Alternatively, you can also mix and match the profiles with more generic profiles:

logback-spring.xml
<configuration>
    <include resource="org/springframework/boot/logging/logback/defaults.xml" />
    <include resource="org/springframework/boot/logging/logback/console-appender.xml" />

    <springProfile name="logging-json">
        <include resource="org/springframework/cloud/gcp/logging/logback-json-appender.xml"/>
        <root level="INFO">
            <appender-ref ref="CONSOLE_JSON"/>
        </root>
    </springProfile>
    <springProfile name="logging-api">
        <include resource="org/springframework/cloud/gcp/logging/logback-appender.xml"/>
        <root level="INFO">
            <appender-ref ref="STACKDRIVER"/>
        </root>
    </springProfile>
    <springProfile name="logging-console | default">
        <root level="INFO">
            <appender-ref ref="CONSOLE"/>
        </root>
    </springProfile>
</configuration>

This sample application allows you to:

  • If no profile is specified, then the default profile is used, then use the default CONSOLE appender.

  • If you specify logging-json profile, it'll output to Structured JSON Logging.

  • If you specify logging-api profile, it'll send the logs via the API.

  • If you speicfy default and logging-api profiles, then it'll use the default CONSOLE appender and send the logs via the API.

Log / Trace Correlation

When using Structured JSON Logging or logging using the API, then Spring Cloud Sleuth's trace context (Trace ID, Span ID) are automatically added to the log metadata. If you explore the log message in the Cloud Logging Console, you can see the trace attribute and the spanId attribute are both populated with the correct values:

In the Cloud Trace console, check Show Logs, then you can then see the logs alongside the trace itself:

Request Log Grouping

In addition to Trace / Log Correlation, if the application is running in Cloud Run, App Engine, or any environment that's fronted by a GCP's HTTP load balancer, then the log entries can be grouped into the top level load balancer produced request log.

Samples

Other Loggers

It's highly recommended that you use the default logger (Logback) with Spring Boot, to take advantage of Spring Cloud GCP features. If you do use other Loggers, you may be able to configure logging to API with different appenders/handlers.

JSON Logging

The official Structured Logging documentation suggests that you output the JSON format according to the LogEntry. Rather than producing the entire LogEntry, you can produce a more simplified JSON payload:

{
  "message": "My log message",
  "severity": "WARN"
}

Cloud Logging agents will automatically extrapolate the severity attribute, and also fill in the rest of the LogEntry fields so that you don't need to.

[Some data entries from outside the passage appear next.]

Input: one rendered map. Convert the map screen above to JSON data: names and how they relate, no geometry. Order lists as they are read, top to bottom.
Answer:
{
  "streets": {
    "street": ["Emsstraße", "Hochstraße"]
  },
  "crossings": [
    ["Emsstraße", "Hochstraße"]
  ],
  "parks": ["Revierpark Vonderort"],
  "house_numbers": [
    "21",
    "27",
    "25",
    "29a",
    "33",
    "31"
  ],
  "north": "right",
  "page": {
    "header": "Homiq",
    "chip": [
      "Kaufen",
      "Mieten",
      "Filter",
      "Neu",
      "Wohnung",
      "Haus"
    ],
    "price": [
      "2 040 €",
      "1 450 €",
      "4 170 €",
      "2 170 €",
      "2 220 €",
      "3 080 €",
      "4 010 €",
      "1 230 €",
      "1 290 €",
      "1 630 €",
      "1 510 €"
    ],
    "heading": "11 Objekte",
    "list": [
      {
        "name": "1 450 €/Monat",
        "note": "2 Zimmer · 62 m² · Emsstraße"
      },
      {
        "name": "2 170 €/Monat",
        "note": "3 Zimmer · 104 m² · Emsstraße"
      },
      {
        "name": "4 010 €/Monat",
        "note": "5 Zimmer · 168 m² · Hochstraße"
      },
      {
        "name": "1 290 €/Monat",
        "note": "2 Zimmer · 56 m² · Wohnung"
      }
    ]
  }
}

If you want to add the trace ID or span ID, you can do so by adding Special Fields to the JSON payload. These special fields will be automatically extrapolated to the LogEntry.

{
  "message": "My log message",
  "severity": "WARN",
  "logging.googleapis.com/trace": "projects/PROJECT_ID/traces/TRACE_ID",
  "logging.googleapis.com/spanId": "SPAN_ID"
}

If you want to associate HTTP request information (especially if you are not using a Google Cloud Load Balancer), then you can also add the httpRequest field:

{
  "message": "My log message",
  "severity": "WARN",
  "logging.googleapis.com/trace": "projects/PROJECT_ID/traces/TRACE_ID",
  "logging.googleapis.com/spanId": "SPAN_ID",
  "httpRequest": {
    ...
  }
}

API Logging

Java Logging API (JUL)

See Cloud Logging handler for Java Logging API.

Apache Commons Logging (JCL)

There is no ready-to-use appender to Cloud Logging. But you can bridge it to Slf4J, or bridge it to Java Logging API.

Log4J 2

There is no ready-to-use appender to Cloud Logging. But you can bridge it to Slf4J.